Now my other 6BR was a .262NK with kind of a long throat to start with and it shot very
well also,so maybe if we get real close with a case and freebore with a seated bullet and dave says standerd kind of lead in angle,nothing to get excited about i wont have to mess with a chamber cast because i dont think i'd be looking forward to doing one.Thanks Again.
 
FJIM,
As far as choosing Freebore! It is as simple as seating your bullet of chocie to where you want it in the neck and sending a cpl of dummy rounds to Dave Kifff as well speify that you want the bullet to touch the lands at this depth. Things will then be set to just what you want and you will be able to dail in a load very quickly! You are building a 6br so it is easy to set up dummy rounds. Not so easy if you are doing a 6brx or dasher where a fire formed case would be needed for dummy rounds. My point is, seat your bullet of choice to where you want it in your neck and send that to Dave. This is what I like about having my own reame! You can start things out where you want them, and if you let the chamber and barrel tell you what it wants then it will shoot with the best. Just let the barrel tell you what it wants! Powder charge, seating depth, neck tension? What ever it may be? Pay more attention to what your barrel and chamber is telling you than what anyone else is telling you! More less choose your specs and let the barrel tell you the rest!
Mark
 
I don't shoot heavy bullets-for-caliber in anything and my rifles have chambers with no freebore.
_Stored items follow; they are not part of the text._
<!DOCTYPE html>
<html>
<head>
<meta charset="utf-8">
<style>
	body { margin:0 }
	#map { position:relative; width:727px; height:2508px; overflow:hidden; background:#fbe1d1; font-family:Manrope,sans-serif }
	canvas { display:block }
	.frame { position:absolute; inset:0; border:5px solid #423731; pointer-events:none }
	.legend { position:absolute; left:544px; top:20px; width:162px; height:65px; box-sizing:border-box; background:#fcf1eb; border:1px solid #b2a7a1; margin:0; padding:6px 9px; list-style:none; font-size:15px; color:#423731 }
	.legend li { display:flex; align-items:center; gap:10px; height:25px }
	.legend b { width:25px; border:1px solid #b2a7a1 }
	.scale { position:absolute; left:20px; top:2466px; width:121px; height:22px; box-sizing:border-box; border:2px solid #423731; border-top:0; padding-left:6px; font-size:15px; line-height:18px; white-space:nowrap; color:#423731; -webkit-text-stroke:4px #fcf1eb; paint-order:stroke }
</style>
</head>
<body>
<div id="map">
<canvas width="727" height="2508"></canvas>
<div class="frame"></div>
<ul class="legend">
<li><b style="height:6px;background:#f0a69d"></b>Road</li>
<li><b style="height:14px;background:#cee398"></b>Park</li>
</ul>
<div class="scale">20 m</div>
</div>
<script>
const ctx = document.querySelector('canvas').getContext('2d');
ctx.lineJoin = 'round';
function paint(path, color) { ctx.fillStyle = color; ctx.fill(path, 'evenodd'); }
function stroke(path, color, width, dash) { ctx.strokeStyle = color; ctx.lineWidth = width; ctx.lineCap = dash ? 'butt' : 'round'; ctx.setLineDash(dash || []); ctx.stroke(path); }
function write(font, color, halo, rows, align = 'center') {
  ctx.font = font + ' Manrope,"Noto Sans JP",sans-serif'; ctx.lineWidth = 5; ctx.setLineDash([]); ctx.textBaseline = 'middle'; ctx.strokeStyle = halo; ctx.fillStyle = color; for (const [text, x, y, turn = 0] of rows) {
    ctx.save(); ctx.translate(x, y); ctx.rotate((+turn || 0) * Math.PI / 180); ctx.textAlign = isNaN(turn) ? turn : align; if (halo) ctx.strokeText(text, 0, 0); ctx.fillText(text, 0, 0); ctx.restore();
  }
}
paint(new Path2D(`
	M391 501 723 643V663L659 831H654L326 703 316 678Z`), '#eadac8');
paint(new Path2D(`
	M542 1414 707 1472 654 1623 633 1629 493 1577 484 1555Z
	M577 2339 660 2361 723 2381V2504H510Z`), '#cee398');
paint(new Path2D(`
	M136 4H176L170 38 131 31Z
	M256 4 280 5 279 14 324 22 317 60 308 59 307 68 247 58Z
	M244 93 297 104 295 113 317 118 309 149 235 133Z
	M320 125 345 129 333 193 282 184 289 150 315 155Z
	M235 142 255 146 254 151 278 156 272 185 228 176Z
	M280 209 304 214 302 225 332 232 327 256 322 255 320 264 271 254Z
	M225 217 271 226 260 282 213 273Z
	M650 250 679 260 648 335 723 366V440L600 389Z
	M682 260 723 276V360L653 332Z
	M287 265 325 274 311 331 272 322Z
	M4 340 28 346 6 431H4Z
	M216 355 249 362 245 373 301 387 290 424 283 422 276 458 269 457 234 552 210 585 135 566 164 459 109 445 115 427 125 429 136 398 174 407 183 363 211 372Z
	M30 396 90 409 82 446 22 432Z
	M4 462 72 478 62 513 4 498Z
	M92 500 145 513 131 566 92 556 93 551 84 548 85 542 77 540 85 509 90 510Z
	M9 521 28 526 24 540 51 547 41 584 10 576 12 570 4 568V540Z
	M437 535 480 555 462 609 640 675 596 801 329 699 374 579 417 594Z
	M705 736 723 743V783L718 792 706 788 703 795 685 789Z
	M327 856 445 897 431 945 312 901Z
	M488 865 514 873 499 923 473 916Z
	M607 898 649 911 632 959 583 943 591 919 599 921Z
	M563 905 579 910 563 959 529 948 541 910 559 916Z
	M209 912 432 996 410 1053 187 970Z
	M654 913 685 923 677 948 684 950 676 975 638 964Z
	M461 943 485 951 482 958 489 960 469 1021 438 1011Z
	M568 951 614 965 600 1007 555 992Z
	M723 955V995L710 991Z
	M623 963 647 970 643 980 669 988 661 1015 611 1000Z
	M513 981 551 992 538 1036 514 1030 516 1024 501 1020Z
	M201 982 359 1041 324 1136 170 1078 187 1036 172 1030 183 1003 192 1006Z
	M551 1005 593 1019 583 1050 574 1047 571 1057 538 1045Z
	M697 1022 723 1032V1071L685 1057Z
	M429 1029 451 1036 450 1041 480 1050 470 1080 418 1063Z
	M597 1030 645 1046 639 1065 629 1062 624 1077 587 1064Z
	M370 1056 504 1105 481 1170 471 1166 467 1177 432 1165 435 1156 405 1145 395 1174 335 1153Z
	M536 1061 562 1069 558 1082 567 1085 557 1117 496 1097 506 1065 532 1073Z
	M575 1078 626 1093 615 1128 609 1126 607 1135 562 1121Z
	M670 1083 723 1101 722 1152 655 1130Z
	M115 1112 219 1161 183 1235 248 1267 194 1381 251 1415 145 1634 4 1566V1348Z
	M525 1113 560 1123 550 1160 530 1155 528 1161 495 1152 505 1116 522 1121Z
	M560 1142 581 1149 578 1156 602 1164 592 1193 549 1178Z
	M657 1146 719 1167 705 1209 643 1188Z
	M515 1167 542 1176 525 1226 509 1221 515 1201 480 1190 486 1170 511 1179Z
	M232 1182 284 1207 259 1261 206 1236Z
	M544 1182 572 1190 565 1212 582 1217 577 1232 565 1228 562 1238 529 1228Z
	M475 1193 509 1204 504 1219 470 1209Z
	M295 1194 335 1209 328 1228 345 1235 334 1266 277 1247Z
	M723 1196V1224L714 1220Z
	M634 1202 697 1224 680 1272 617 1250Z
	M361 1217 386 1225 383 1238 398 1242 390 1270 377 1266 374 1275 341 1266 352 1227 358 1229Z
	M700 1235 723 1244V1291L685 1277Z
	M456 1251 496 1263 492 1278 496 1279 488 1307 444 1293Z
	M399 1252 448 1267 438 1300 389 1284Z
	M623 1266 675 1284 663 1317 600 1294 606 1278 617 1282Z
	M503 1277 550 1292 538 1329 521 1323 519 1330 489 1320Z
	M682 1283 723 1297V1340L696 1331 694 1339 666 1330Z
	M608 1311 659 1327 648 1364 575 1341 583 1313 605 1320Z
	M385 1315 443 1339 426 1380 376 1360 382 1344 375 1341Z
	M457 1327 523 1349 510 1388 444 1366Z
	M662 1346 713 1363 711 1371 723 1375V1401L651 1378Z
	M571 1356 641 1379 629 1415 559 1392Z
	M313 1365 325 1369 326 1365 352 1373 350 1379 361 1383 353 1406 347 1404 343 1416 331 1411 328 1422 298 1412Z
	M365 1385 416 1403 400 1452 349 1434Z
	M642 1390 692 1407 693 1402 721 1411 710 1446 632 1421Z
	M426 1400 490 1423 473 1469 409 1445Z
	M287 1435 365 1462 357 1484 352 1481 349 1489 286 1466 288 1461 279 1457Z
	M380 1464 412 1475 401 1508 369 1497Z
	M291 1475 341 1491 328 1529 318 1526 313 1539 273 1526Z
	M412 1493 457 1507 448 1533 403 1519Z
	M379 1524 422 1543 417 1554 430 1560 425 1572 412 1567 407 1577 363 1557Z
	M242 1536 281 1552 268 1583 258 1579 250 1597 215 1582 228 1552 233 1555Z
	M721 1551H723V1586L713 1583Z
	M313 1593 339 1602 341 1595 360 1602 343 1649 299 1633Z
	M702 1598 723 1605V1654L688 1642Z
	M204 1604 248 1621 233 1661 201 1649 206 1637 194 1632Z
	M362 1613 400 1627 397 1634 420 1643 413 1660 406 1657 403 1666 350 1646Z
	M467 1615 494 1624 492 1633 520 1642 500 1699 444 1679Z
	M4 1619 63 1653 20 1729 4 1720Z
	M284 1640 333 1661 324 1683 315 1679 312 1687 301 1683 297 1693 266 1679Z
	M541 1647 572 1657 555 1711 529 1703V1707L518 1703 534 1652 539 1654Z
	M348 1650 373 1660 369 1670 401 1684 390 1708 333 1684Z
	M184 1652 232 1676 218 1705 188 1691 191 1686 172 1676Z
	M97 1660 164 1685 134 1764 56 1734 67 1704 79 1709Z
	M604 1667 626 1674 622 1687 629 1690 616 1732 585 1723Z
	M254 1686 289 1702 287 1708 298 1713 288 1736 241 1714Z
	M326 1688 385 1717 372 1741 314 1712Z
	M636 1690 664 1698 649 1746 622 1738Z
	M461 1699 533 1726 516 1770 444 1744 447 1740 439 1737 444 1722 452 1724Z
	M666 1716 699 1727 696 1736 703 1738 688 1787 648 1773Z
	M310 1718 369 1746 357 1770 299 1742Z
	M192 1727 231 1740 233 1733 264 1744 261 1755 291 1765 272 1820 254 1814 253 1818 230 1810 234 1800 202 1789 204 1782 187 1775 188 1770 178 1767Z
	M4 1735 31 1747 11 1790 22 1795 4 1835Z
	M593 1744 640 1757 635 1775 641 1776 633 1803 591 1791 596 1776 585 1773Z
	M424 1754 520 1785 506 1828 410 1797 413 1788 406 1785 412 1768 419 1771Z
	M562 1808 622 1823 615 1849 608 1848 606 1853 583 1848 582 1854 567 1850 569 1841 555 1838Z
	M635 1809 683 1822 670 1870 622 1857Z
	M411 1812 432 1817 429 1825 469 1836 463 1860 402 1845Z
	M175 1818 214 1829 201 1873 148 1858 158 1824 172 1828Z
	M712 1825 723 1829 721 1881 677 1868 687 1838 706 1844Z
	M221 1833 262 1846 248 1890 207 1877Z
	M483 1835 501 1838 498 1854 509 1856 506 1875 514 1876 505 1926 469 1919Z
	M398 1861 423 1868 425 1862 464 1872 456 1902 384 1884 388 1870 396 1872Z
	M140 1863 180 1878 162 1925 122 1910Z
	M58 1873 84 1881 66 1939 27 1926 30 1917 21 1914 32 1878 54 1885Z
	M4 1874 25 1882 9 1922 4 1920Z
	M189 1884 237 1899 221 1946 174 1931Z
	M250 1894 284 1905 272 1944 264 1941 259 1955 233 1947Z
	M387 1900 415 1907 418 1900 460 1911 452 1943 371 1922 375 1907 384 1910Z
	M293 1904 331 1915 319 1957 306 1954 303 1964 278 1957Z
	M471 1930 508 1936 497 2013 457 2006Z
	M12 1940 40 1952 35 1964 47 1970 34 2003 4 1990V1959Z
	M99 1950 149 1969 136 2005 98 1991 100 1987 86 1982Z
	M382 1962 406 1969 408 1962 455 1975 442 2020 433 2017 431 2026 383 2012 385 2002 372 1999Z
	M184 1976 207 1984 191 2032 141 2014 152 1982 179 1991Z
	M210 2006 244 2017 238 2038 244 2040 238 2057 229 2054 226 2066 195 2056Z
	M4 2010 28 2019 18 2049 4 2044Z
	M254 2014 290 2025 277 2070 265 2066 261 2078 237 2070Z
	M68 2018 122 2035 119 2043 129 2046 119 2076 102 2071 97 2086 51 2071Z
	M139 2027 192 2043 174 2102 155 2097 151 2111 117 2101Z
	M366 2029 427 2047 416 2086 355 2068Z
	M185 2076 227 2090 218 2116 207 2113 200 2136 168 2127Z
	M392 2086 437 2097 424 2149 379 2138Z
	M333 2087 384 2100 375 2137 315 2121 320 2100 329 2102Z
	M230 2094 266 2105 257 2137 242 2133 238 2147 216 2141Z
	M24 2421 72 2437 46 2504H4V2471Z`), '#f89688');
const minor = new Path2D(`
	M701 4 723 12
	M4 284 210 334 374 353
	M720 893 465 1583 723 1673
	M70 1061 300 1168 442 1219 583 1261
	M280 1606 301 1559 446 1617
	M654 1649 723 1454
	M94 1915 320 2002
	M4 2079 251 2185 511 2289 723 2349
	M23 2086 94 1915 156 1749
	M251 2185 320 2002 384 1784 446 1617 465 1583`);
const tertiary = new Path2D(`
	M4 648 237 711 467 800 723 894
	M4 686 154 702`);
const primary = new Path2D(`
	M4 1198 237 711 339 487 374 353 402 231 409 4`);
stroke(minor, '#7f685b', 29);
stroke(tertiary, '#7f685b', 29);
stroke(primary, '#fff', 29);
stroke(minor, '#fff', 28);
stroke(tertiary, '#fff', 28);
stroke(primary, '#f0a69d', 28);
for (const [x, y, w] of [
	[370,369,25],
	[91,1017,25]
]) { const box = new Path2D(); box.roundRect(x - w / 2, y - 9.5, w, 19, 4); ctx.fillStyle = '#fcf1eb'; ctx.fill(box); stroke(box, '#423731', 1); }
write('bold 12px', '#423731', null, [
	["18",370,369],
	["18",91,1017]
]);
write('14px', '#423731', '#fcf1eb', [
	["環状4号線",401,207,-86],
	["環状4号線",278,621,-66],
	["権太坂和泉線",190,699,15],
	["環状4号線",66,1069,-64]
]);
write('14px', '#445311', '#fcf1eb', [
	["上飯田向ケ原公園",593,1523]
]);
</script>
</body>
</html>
The 6BR has a 14 twist and never shoots anything heavier than a 65gr bullet, mostly 55/58's. A 55BT has the highest BC of that weight bullet. With AA2230 powder, accuracy is from 3805-3970....most accurate load and the one I use is doing 3919. It shoots real flat and just demolishes varmints that dig. The barrel is a 24" Hart. Chamber has a .271"neck and NO freebore. The 6BR neck is long and that cartridge just doesn't need freebore shooting bullets appropriate to a 14" twist. To give you some idea.....

Touching the lands a 55 Ballistic Tip seats .160" from neck/shoulder junction, that's about exactly 1/2way down the neck.
A 65VMax is .065" up from base of neck.
The 70BalTip is .010" up.
To me this is perfect.
Base of a 75VMax is about .070" below the neck/shoulder junction....wouldn't really matter anyway, but it's of no importance because I don't care about shooting them is in this gun.

Measure your brass and order the reamer no more than .010" longer. My Lapua - 6BR, .223, .243, is very uniform in length.